Dr. Jerome Groopman One - Blog - Reader Fan Club!!


Adapted from How Doctors Think, Chapter 6:


"The Uncertainty of the Expert"


"Dr. James Lock is the chief of cardiology at Boston's Children's Hospital.


"Lock explained that for lower - middle - class people, becoming a doctor was the way to go.


"He was suspended from school in the second grade and expelled in the sixth.


"The psychiatrist seemed to recognize Lock's potential despite his subpar performance."


The shrink recommended he be placed in the eight grade, and as our author continues:


"I suggested that these days the psychiatrist may have diagnosed him with ADHD and prescribed Ritalin.


"Lock was a National Merit Scholar, and at the age of fifteen he went to college at Case Western Reserve, then on to medical school at Stanford."


Dr.

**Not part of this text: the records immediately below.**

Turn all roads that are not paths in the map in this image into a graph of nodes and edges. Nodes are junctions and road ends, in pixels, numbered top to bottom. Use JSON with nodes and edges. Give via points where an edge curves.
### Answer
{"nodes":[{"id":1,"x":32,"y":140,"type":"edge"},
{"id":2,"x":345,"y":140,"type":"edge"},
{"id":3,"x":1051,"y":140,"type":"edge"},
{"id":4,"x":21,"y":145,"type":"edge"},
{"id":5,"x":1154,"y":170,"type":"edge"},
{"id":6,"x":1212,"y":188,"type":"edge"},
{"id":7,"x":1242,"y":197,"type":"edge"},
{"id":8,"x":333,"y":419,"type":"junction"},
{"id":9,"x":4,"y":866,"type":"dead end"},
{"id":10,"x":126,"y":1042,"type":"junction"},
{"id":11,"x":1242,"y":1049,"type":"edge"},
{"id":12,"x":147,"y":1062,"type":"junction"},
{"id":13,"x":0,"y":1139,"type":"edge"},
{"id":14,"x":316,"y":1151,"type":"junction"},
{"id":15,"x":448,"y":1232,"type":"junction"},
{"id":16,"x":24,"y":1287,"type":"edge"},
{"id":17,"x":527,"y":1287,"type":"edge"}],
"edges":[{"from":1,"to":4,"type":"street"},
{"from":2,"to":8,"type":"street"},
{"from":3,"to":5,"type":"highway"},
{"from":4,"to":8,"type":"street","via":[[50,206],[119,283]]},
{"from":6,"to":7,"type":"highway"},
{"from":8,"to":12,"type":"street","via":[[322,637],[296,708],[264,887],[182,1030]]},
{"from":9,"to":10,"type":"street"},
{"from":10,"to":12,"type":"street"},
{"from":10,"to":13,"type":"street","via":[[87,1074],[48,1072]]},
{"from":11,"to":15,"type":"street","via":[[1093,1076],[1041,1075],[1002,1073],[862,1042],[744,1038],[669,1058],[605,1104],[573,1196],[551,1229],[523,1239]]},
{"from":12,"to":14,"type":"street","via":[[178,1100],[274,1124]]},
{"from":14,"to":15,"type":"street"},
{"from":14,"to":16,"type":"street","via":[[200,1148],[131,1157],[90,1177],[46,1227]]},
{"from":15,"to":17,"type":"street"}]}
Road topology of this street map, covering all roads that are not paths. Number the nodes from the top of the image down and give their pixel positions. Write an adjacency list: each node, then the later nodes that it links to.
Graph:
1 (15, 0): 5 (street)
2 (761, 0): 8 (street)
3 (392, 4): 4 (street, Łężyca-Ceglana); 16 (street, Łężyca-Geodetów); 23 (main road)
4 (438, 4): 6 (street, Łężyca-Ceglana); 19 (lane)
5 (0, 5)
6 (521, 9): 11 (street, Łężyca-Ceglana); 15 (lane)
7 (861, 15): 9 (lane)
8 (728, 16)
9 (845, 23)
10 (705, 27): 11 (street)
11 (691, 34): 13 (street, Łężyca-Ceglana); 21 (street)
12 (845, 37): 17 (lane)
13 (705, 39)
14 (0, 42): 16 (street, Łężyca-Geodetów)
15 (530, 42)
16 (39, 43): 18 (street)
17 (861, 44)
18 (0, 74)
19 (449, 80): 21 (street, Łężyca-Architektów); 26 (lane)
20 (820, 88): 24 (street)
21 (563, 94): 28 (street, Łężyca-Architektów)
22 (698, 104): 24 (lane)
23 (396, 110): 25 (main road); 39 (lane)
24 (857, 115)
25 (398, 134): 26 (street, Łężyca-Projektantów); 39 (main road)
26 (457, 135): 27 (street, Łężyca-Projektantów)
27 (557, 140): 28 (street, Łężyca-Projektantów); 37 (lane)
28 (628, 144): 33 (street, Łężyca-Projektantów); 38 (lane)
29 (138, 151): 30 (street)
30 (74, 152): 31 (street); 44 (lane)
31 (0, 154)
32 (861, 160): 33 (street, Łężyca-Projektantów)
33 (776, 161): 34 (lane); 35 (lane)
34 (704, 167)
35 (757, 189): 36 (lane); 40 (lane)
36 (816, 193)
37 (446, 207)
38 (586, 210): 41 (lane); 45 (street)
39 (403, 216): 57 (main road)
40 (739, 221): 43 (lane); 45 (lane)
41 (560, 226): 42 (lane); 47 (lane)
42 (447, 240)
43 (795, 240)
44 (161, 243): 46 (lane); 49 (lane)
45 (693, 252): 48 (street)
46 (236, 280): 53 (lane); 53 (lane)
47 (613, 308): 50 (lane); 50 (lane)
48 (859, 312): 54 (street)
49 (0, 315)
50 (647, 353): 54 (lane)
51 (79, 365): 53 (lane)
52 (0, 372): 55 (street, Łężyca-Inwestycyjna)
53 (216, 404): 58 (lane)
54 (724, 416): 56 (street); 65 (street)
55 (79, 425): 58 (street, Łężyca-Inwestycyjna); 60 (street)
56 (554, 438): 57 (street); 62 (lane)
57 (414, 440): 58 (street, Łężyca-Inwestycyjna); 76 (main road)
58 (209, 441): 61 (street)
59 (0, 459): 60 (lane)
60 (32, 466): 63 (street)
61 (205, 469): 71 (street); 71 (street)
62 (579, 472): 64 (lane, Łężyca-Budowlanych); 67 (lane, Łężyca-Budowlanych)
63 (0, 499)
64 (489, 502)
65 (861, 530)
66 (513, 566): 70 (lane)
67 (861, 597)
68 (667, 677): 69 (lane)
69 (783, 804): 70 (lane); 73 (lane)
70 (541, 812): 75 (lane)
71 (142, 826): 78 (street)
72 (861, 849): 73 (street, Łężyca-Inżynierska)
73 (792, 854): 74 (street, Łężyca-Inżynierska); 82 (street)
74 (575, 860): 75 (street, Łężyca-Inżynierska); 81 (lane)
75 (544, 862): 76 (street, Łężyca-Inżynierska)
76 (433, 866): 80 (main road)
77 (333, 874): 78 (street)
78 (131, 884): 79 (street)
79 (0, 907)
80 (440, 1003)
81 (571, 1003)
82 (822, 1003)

Lock's personal boyhood hero was, would you believe? One Arthur Ignatius Conan Doyle. As Dr. Groopman says:


"Arthur Ignatius Conan Doyle was born in 1859 in Edinburgh, Scotland, into a struggling Irish - Catholic family.


"Wealthy relatives provided for his education at a Jesuit boarding school in England, which he loathed.


"Although many members of the family were artists, Conan Doyle chose medicine, and returned from England to Edinburgh for his studies.


"Like his hero [Sherlock] Holmes, James Lock ponders the nature and interpretation of available evidence and tries to imagine a better future.


"Lock spoke about physical genius, the kind of genius displayed by stellar athletes who can anticipate exactly where the ball is headed.


"Growing up, Lock idolized baseball players who could connect with a breaking curve ball and hit it out of the park ..."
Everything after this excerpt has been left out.